Kirsten Dunst is pissed.
As Dunst, in line behind writer-director Cameron Crowe and in front of actor Orlando Bloom, enters a stuffy room in Toronto’s InterContinental Hotel to take her appointed seat, she is bombarded by the flashes and weapon-sized lenses of dozens of wire photographers. “Chris-ten! Chris-ten!” they scream, looking for a photo that will get them a cheque from a weekly glossy.
“It’s Keer-sten, you guys!” Dunst yells, invisible behind this wall of men. Finally she tells them to back off. “That’s too close!” she warns one.
Her frustration would be understandable at the best of times, but these are not the best of times. Dunst, Bloom and Crowe are gathered, along with castmate Judy Greer and producer Paula Wagner, to discuss Elizabethtown, Crowe’s latest film. It premiered in Venice a couple weeks ago, and by the time the grumbling reached the Toronto International Film Festival in mid-September, it became a wave of pure bile, critics storming through the festival proclaiming it Crowe’s worst movie ever. At the press screening, a rare announcement was made that Crowe was still editing the film, three weeks before its major release—the print about to be screened, it was cautioned, should be considered a work in progress. Elizabethtown—the press-screened work-in-progress, that is—is an unruly film doing all kinds of genre-stepping. We open with Drew Baylor (Bloom), a designer at a shoe company, getting fired. Turns out his disasterous creation will cost the company a billion dollars. Then his father dies and he must go to Elizabethtown, Kentucky, to collect the man’s ashes and bring them home to Oregon. On the flight to Louisville he meets Claire (Dunst), a theoretically charming flight attendant and requisite romantic interest. In Kentucky he finds that his family is—surprise!—a bunch of quirky yokels but they do manage to teach him a little bit about himself, as does Claire, who continues to pop up in his life.
It’s a coming of age film, a love story, a road movie and a family drama—in short, there is too damn much going on in its 138 minutes. But the claims of shit are exaggerated—Vanilla Sky and Jerry Maguire are surely worse than this, and like all Crowe films, there are outside-reality moments that stand alone as transcendent moments of filmmaking. In Almost Famous it’s the “Tiny Dancer” scene, in Elizabethtown it’s a tap dance performed at the memorial by Susan Sarandon, wife of the dead man, never accepted by his family. (It’s this memorial sequence that has reportedly seen the business end of the editing room as Elizabethtown opens this week, 18 minutes shorter than in Toronto.)

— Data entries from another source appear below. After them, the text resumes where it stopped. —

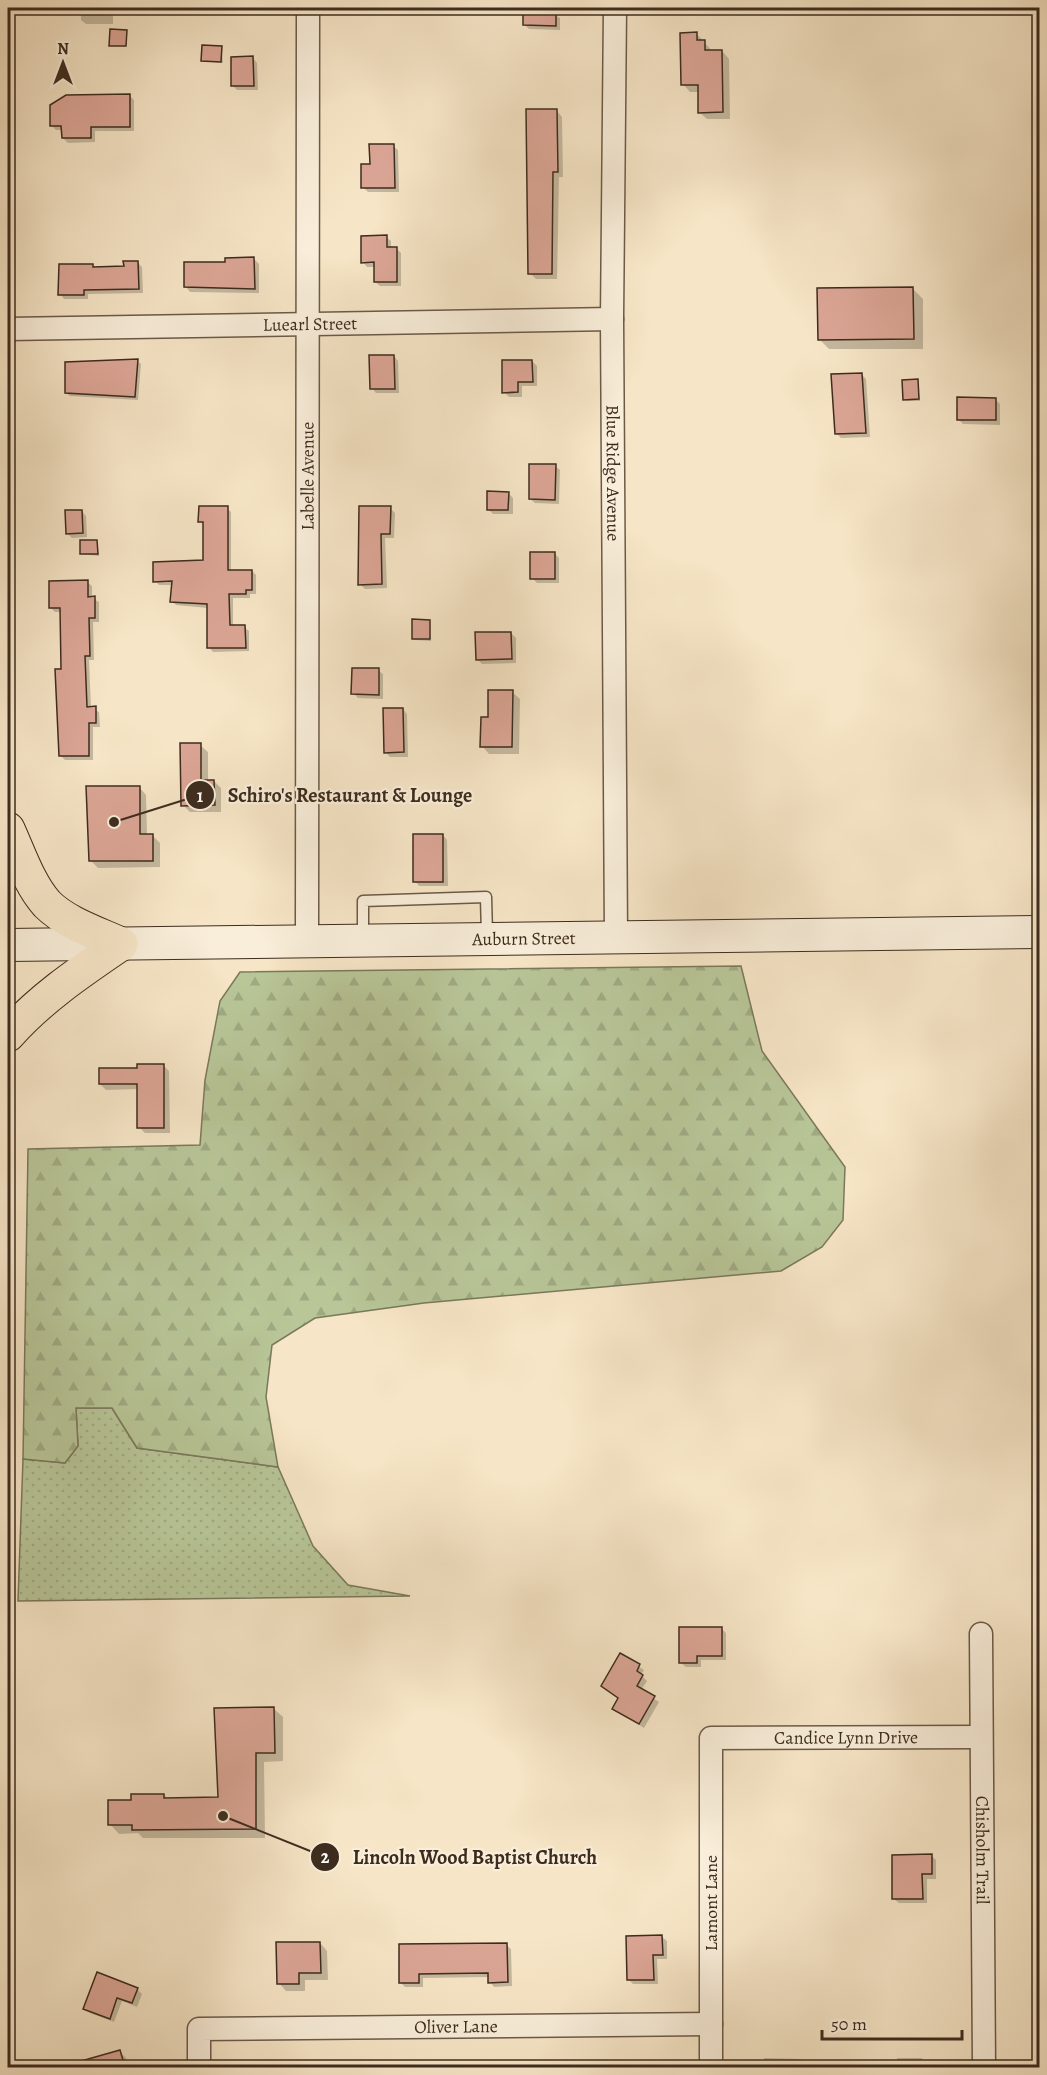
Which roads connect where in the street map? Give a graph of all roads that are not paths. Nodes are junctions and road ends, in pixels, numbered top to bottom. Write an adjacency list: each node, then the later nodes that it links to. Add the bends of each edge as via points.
1 (308, 8): 4 (street, Labelle Avenue)
2 (615, 8): 3 (street, Blue Ridge Avenue)
3 (612, 320): 4 (street, Luearl Street); 8 (street, Blue Ridge Avenue)
4 (308, 326): 5 (street, Luearl Street); 11 (street, Labelle Avenue)
5 (8, 329)
6 (8, 829): 12 (main road, via 36,888 48,904 68,919)
7 (1040, 932): 8 (main road, Auburn Street)
8 (616, 937): 9 (main road, Auburn Street)
9 (487, 939): 10 (main road, Auburn Street); 10 (lane, via 486,897 363,901)
10 (363, 941): 11 (main road, Auburn Street)
11 (307, 942): 12 (main road, Auburn Street)
12 (121, 944): 13 (main road, Auburn Street); 14 (main road, via 53,991)
13 (8, 945)
14 (8, 1035)
15 (981, 1634): 16 (street, Chisholm Trail)
16 (981, 1737): 17 (street, Candice Lynn Drive); 21 (street, Chisholm Trail)
17 (711, 1738): 18 (street, Lamont Lane)
18 (711, 2024): 19 (street, Oliver Lane, via 199,2028); 20 (street, Lamont Lane)
19 (199, 2067)
20 (711, 2067)
21 (984, 2067)

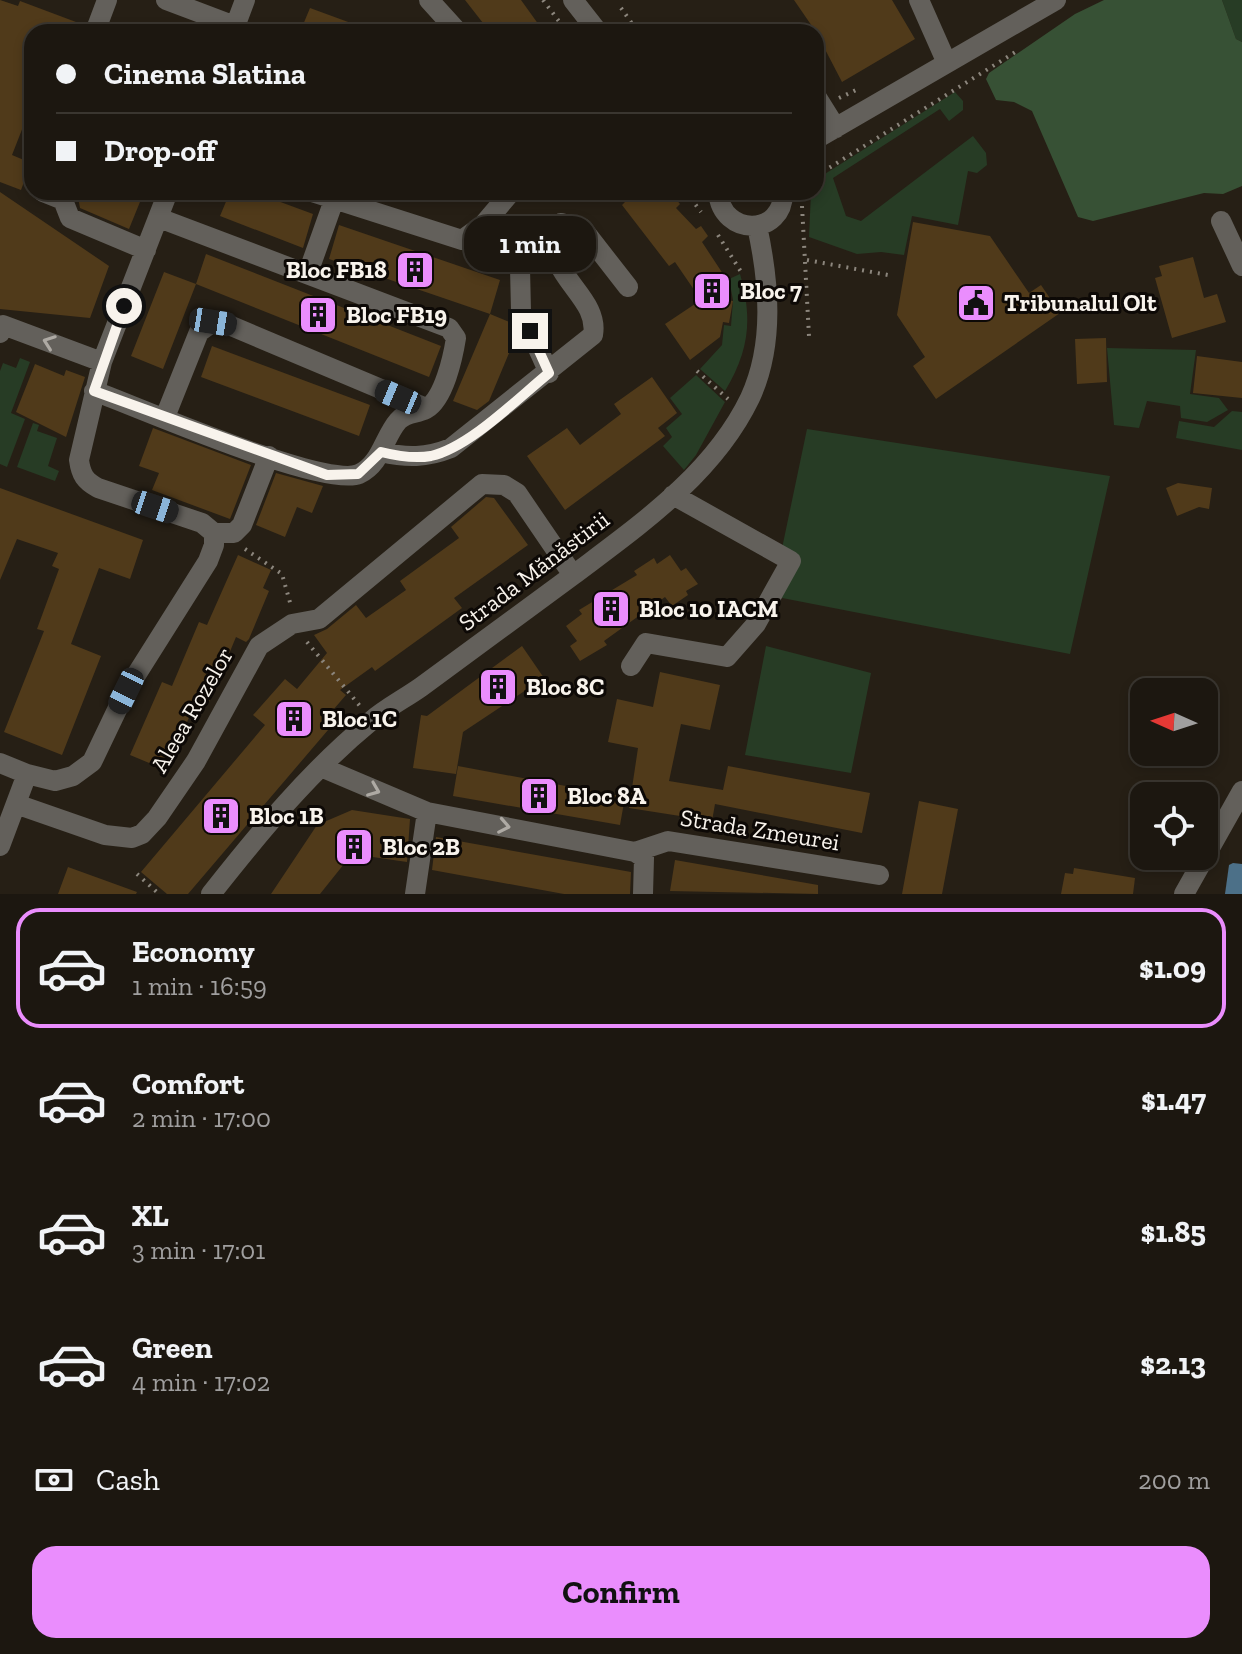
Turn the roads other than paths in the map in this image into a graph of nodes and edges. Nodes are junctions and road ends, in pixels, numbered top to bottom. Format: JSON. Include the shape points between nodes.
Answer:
{"nodes":[{"id":1,"x":107,"y":0,"type":"edge"},
{"id":2,"x":166,"y":0,"type":"edge"},
{"id":3,"x":245,"y":0,"type":"edge"},
{"id":4,"x":429,"y":0,"type":"edge"},
{"id":5,"x":573,"y":0,"type":"edge"},
{"id":6,"x":919,"y":0,"type":"edge"},
{"id":7,"x":1056,"y":0,"type":"edge"},
{"id":8,"x":98,"y":24,"type":"edge"},
{"id":9,"x":222,"y":24,"type":"edge"},
{"id":10,"x":236,"y":24,"type":"edge"},
{"id":11,"x":451,"y":24,"type":"edge"},
{"id":12,"x":592,"y":24,"type":"edge"},
{"id":13,"x":946,"y":61,"type":"junction"},
{"id":14,"x":824,"y":109,"type":"edge"},
{"id":15,"x":836,"y":128,"type":"junction"},
{"id":16,"x":824,"y":135,"type":"edge"},
{"id":17,"x":63,"y":200,"type":"edge"},
{"id":18,"x":165,"y":200,"type":"edge"},
{"id":19,"x":334,"y":200,"type":"joint"},
{"id":20,"x":504,"y":200,"type":"edge"},
{"id":21,"x":719,"y":200,"type":"edge"},
{"id":22,"x":780,"y":200,"type":"edge"},
{"id":23,"x":159,"y":218,"type":"junction"},
{"id":24,"x":1221,"y":221,"type":"dead end"},
{"id":25,"x":483,"y":225,"type":"junction"},
{"id":26,"x":757,"y":226,"type":"junction"},
{"id":27,"x":146,"y":250,"type":"junction"},
{"id":28,"x":1242,"y":266,"type":"edge"},
{"id":29,"x":308,"y":273,"type":"junction"},
{"id":30,"x":628,"y":287,"type":"dead end"},
{"id":31,"x":0,"y":333,"type":"edge"},
{"id":32,"x":102,"y":362,"type":"junction"},
{"id":33,"x":549,"y":373,"type":"junction"},
{"id":34,"x":94,"y":391,"type":"junction"},
{"id":35,"x":426,"y":408,"type":"junction"},
{"id":36,"x":165,"y":417,"type":"junction"},
{"id":37,"x":381,"y":452,"type":"junction"},
{"id":38,"x":269,"y":456,"type":"junction"},
{"id":39,"x":673,"y":495,"type":"junction"},
{"id":40,"x":214,"y":533,"type":"junction"},
{"id":41,"x":573,"y":575,"type":"junction"},
{"id":42,"x":631,"y":666,"type":"dead end"},
{"id":43,"x":0,"y":763,"type":"edge"},
{"id":44,"x":321,"y":767,"type":"junction"},
{"id":45,"x":27,"y":774,"type":"junction"},
{"id":46,"x":1242,"y":791,"type":"edge"},
{"id":47,"x":16,"y":804,"type":"junction"},
{"id":48,"x":427,"y":812,"type":"junction"},
{"id":49,"x":0,"y":846,"type":"edge"},
{"id":50,"x":635,"y":852,"type":"junction"},
{"id":51,"x":879,"y":875,"type":"dead end"},
{"id":52,"x":211,"y":894,"type":"edge"},
{"id":53,"x":415,"y":894,"type":"edge"},
{"id":54,"x":643,"y":894,"type":"edge"},
{"id":55,"x":1184,"y":894,"type":"edge"}],
"edges":[{"from":1,"to":8,"type":"street"},
{"from":2,"to":9,"type":"street"},
{"from":3,"to":10,"type":"street"},
{"from":4,"to":11,"type":"street"},
{"from":5,"to":12,"type":"street"},
{"from":6,"to":13,"type":"street"},
{"from":7,"to":13,"type":"street"},
{"from":13,"to":15,"type":"street"},
{"from":14,"to":15,"type":"street"},
{"from":15,"to":16,"type":"street"},
{"from":17,"to":27,"type":"street","via":[[70,218]]},
{"from":18,"to":23,"type":"street"},
{"from":19,"to":25,"type":"street","via":[[454,240]]},
{"from":19,"to":29,"type":"street"},
{"from":20,"to":25,"type":"street"},
{"from":21,"to":26,"type":"street","via":[[730,219]]},
{"from":22,"to":26,"type":"street","via":[[775,216]]},
{"from":23,"to":27,"type":"street"},
{"from":23,"to":29,"type":"street"},
{"from":24,"to":28,"type":"street"},
{"from":25,"to":33,"type":"street","via":[[520,268],[521,311]]},
{"from":26,"to":39,"type":"street","name":"Strada Mănăstirii","via":[[768,325],[751,397],[725,438]]},
{"from":27,"to":32,"type":"street"},
{"from":29,"to":35,"type":"street","via":[[449,328],[456,338],[454,351],[436,399]]},
{"from":30,"to":33,"type":"street","via":[[582,228],[561,223],[554,229],[551,245],[557,265],[595,324],[593,335]]},
{"from":32,"to":31,"type":"street","one_way":true,"via":[[3,325]]},
{"from":32,"to":34,"type":"street"},
{"from":33,"to":37,"type":"street","via":[[451,448],[418,457]]},
{"from":34,"to":36,"type":"street"},
{"from":34,"to":40,"type":"street","via":[[79,460],[84,478],[98,488],[202,523]]},
{"from":35,"to":36,"type":"street","via":[[213,322],[199,332]]},
{"from":35,"to":37,"type":"street","via":[[404,415]]},
{"from":36,"to":38,"type":"street"},
{"from":37,"to":38,"type":"street","via":[[368,467],[347,476],[306,470]]},
{"from":38,"to":40,"type":"street","via":[[242,525],[234,533]]},
{"from":39,"to":41,"type":"street","name":"Strada Mănăstirii"},
{"from":39,"to":42,"type":"street","via":[[791,561],[756,624],[727,657],[646,643]]},
{"from":40,"to":45,"type":"street","via":[[208,561],[126,691],[92,762],[55,781]]},
{"from":41,"to":44,"type":"street","name":"Strada Mănăstirii","via":[[372,720]]},
{"from":41,"to":47,"type":"street","name":"Aleea Rozelor","via":[[517,493],[504,485],[482,484],[319,619],[292,624],[259,646],[196,761],[142,834],[105,835]]},
{"from":43,"to":45,"type":"street"},
{"from":44,"to":48,"type":"street","name":"Strada Zmeurei","one_way":true},
{"from":44,"to":52,"type":"street","name":"Strada Mănăstirii"},
{"from":45,"to":47,"type":"street"},
{"from":46,"to":55,"type":"street"},
{"from":47,"to":49,"type":"street"},
{"from":48,"to":50,"type":"street","name":"Strada Zmeurei","one_way":true},
{"from":48,"to":53,"type":"street"},
{"from":50,"to":51,"type":"street","name":"Strada Zmeurei","via":[[668,841]]},
{"from":50,"to":54,"type":"street","via":[[646,867]]}]}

“There are so many characters and plotlines,” the affable Crowe laments, “figuring out where things go was one of the challenges. This is gonna be the movie, but the rhythm will be tighter in the second half. It’s good when there’s a banquet plate in the movie.”
Like most of Crowe’s films, especially Almost Famous, music was as integral as casting. “The music is telling your story the whole time,” he says. “I hate the scenes where the guy is dancing around the room and the song goes”—he begins singing in a whiny power-ballad voice— “‘He’s dancing around the room!’”
Crowe admits to culling from 20 or 30 proposed songs for every scene. Surprisingly, the film’s dozens of mostly alt-country tracks—from the requisite Tom Petty to My Morning Jacket, Wheat and Kathleen Edwards—were cheaper than the whole of Almost Famous’s soundtrack budget. “It was so much new music,” Crowe points out. “I tried to make the movie our own radio station.”
That goal is certainly reached, and with Elizabethtown, Crowe’s aiming for another one: progression.
“I’m starting the movie with an ending and ending the movie with a beginning,” he says. “This movie’s a little bit of a chapter-closer for me. How long can you be a warrior for optimism?”
Elizabethtown opens Friday, October 14.